Information provided:
>>

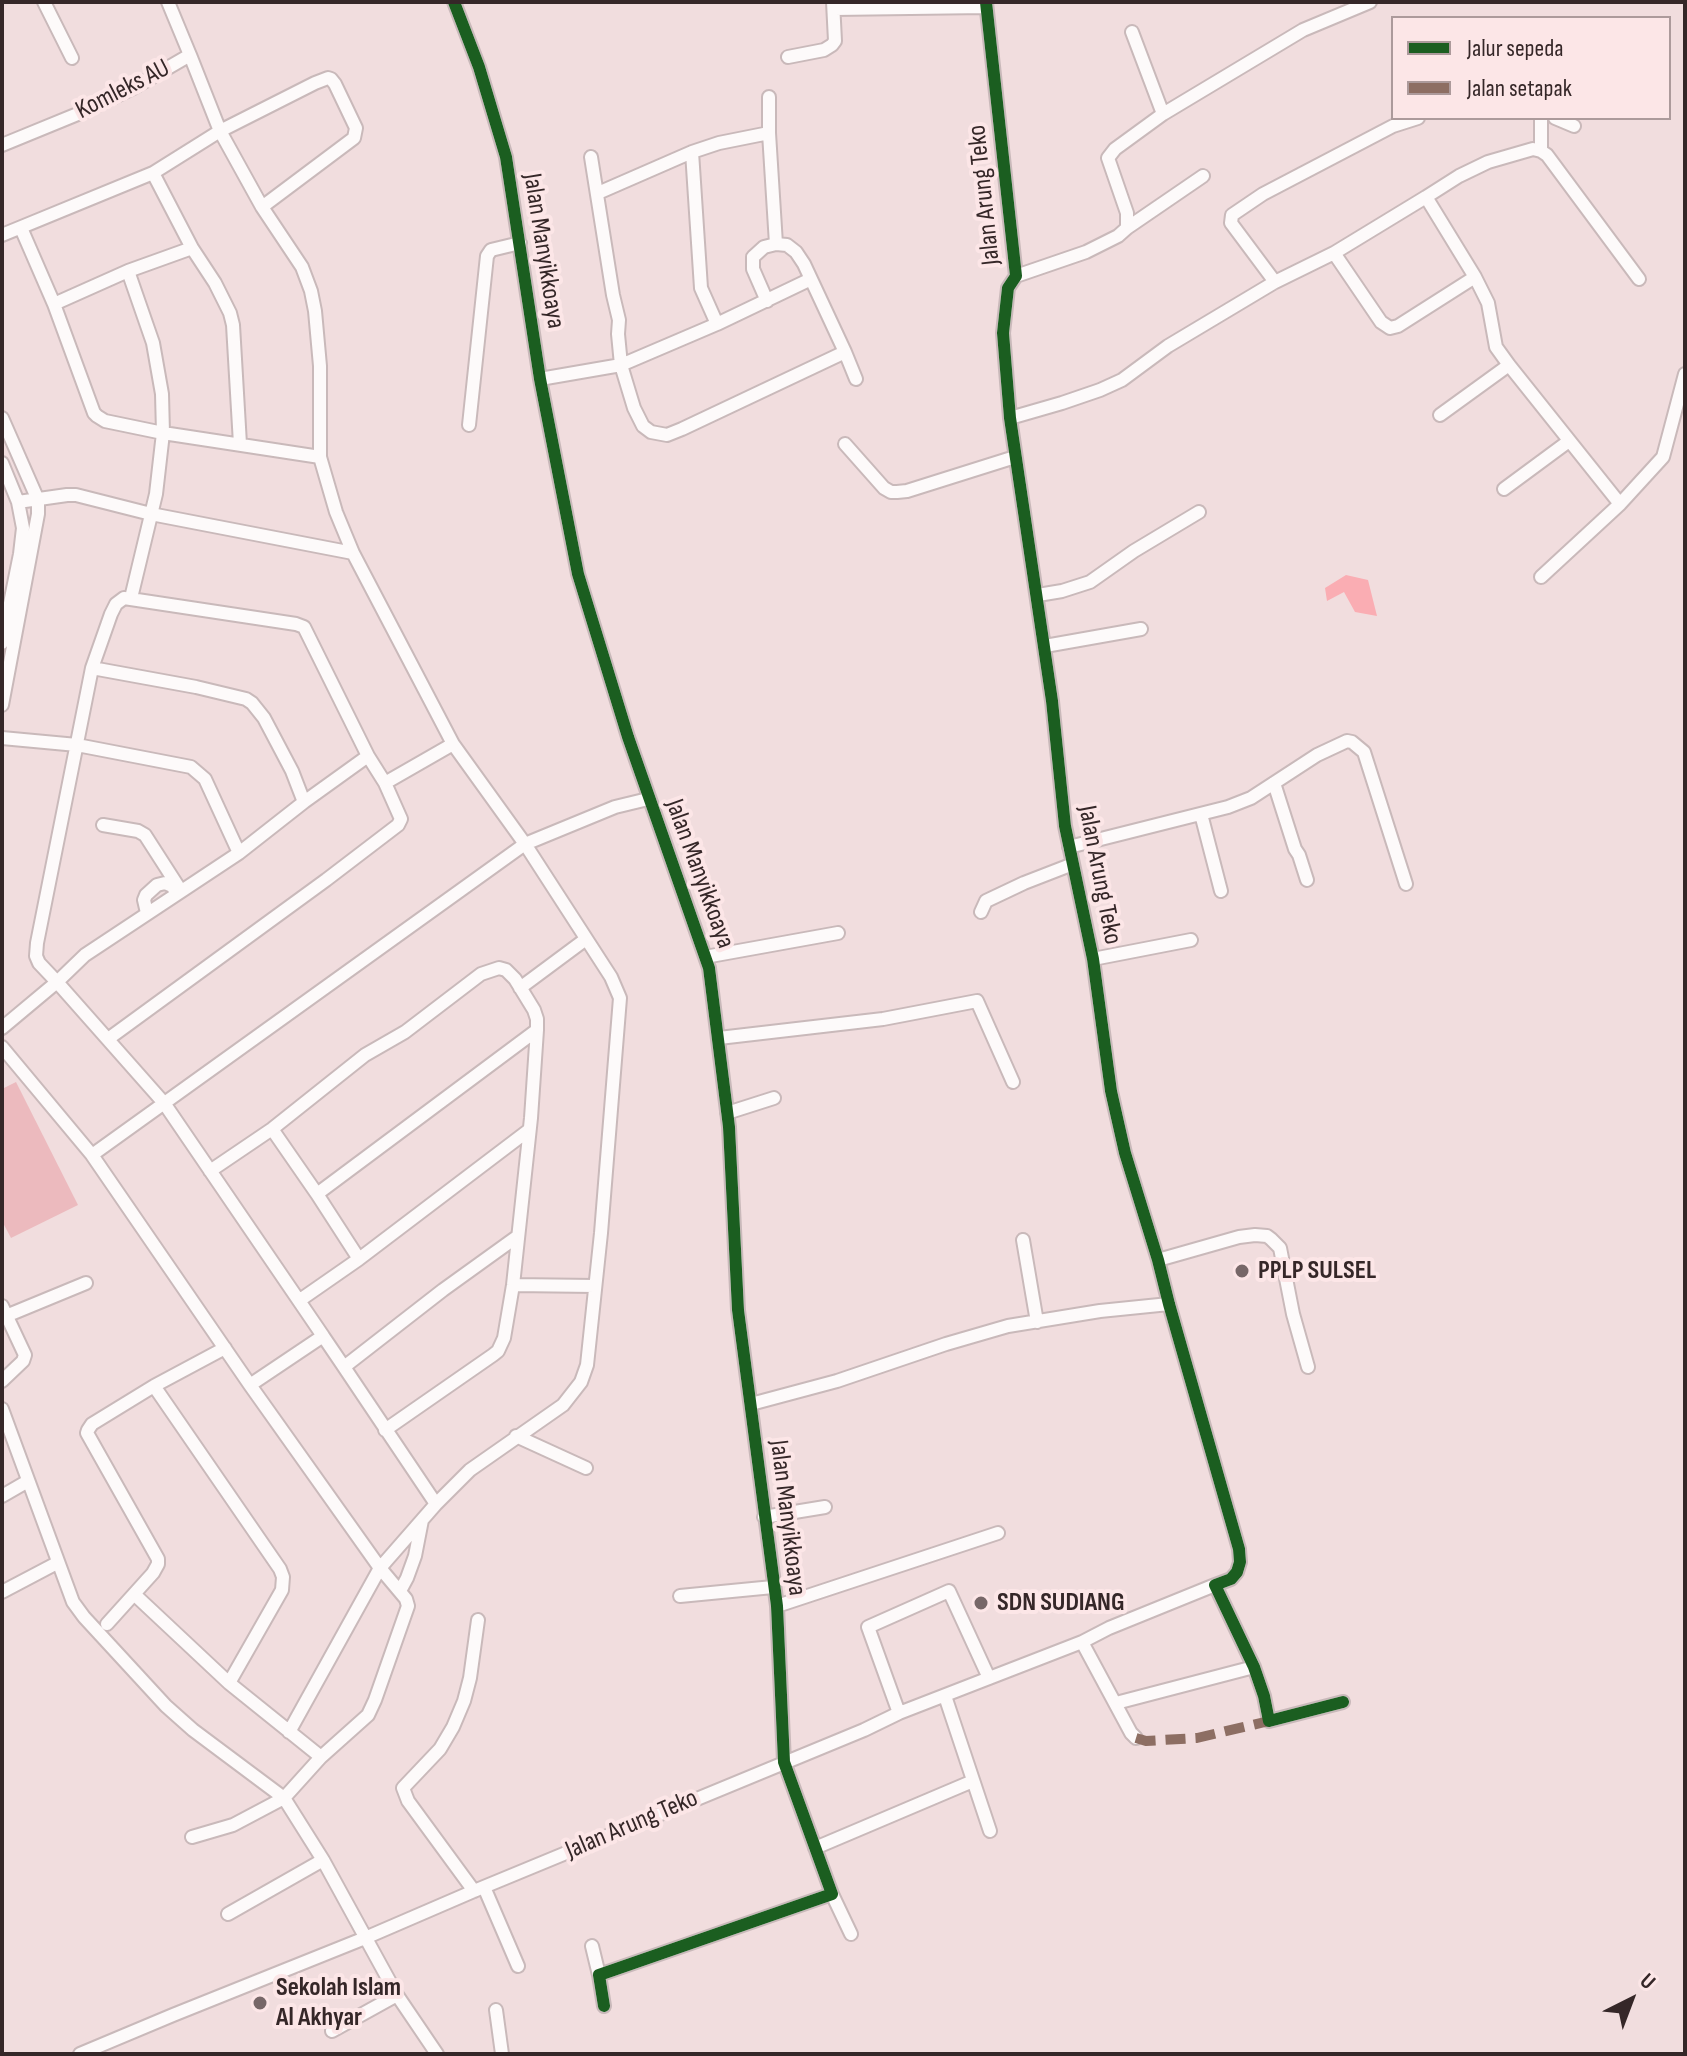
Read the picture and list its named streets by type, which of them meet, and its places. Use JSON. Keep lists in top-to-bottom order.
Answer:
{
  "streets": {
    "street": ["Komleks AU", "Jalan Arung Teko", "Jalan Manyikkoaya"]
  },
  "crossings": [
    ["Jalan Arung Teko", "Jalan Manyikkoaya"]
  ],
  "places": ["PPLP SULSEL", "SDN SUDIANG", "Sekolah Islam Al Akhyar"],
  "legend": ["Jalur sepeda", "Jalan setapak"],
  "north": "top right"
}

<<
>>

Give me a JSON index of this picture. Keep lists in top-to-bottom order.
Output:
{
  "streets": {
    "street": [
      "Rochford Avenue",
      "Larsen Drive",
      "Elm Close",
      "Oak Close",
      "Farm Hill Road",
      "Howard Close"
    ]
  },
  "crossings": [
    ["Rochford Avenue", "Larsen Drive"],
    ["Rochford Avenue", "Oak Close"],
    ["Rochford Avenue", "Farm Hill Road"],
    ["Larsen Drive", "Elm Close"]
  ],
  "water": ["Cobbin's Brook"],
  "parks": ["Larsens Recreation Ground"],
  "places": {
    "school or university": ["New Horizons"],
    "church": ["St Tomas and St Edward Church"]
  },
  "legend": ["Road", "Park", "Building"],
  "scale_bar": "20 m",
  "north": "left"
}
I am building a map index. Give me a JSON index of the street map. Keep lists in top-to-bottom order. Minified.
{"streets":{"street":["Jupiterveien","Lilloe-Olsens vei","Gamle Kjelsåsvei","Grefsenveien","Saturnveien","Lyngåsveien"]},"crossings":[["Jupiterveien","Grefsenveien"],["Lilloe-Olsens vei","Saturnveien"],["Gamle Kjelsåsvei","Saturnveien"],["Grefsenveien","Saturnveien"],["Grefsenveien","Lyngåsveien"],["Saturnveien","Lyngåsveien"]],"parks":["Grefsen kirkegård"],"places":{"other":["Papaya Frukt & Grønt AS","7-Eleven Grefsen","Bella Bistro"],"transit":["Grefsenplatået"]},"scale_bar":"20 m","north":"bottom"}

<<

Task details: The lines in the entries above that carry the word "picture" must be copied.

Response for this exercise:
Read the picture and list its named streets by type, which of them meet, and its places. Use JSON. Keep lists in top-to-bottom order.
Give me a JSON index of this picture. Keep lists in top-to-bottom order.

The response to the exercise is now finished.